(Collected data entries)

====================

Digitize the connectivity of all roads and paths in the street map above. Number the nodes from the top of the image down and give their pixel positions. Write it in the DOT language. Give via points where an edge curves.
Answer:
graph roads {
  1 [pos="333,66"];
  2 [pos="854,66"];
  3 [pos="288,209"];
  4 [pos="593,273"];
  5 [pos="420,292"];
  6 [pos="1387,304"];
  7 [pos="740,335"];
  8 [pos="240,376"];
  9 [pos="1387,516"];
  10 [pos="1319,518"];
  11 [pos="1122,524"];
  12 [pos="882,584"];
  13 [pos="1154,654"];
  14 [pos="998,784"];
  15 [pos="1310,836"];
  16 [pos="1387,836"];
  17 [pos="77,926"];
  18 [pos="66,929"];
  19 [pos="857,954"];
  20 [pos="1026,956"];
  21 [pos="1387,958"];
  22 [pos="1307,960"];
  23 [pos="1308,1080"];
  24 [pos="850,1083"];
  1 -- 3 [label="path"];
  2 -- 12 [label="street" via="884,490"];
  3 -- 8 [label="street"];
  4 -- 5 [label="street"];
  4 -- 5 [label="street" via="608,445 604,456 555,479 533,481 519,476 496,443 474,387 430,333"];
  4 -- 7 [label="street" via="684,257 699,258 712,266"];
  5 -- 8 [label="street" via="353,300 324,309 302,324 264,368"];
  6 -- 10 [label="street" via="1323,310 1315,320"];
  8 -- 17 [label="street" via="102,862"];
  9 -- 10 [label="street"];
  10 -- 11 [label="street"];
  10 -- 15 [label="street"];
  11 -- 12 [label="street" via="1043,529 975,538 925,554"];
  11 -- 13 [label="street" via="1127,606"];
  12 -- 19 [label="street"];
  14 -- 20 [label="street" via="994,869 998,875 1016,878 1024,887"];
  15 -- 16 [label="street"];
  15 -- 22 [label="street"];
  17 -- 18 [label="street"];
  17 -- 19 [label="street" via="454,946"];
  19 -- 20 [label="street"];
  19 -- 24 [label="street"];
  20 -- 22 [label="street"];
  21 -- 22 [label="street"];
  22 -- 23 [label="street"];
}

====================

Each record above must be given again exactly as written.

* _Answer_:
Digitize the connectivity of all roads and paths in the street map above. Number the nodes from the top of the image down and give their pixel positions. Write it in the DOT language. Give via points where an edge curves.
Answer:
graph roads {
  1 [pos="333,66"];
  2 [pos="854,66"];
  3 [pos="288,209"];
  4 [pos="593,273"];
  5 [pos="420,292"];
  6 [pos="1387,304"];
  7 [pos="740,335"];
  8 [pos="240,376"];
  9 [pos="1387,516"];
  10 [pos="1319,518"];
  11 [pos="1122,524"];
  12 [pos="882,584"];
  13 [pos="1154,654"];
  14 [pos="998,784"];
  15 [pos="1310,836"];
  16 [pos="1387,836"];
  17 [pos="77,926"];
  18 [pos="66,929"];
  19 [pos="857,954"];
  20 [pos="1026,956"];
  21 [pos="1387,958"];
  22 [pos="1307,960"];
  23 [pos="1308,1080"];
  24 [pos="850,1083"];
  1 -- 3 [label="path"];
  2 -- 12 [label="street" via="884,490"];
  3 -- 8 [label="street"];
  4 -- 5 [label="street"];
  4 -- 5 [label="street" via="608,445 604,456 555,479 533,481 519,476 496,443 474,387 430,333"];
  4 -- 7 [label="street" via="684,257 699,258 712,266"];
  5 -- 8 [label="street" via="353,300 324,309 302,324 264,368"];
  6 -- 10 [label="street" via="1323,310 1315,320"];
  8 -- 17 [label="street" via="102,862"];
  9 -- 10 [label="street"];
  10 -- 11 [label="street"];
  10 -- 15 [label="street"];
  11 -- 12 [label="street" via="1043,529 975,538 925,554"];
  11 -- 13 [label="street" via="1127,606"];
  12 -- 19 [label="street"];
  14 -- 20 [label="street" via="994,869 998,875 1016,878 1024,887"];
  15 -- 16 [label="street"];
  15 -- 22 [label="street"];
  17 -- 18 [label="street"];
  17 -- 19 [label="street" via="454,946"];
  19 -- 20 [label="street"];
  19 -- 24 [label="street"];
  20 -- 22 [label="street"];
  21 -- 22 [label="street"];
  22 -- 23 [label="street"];
}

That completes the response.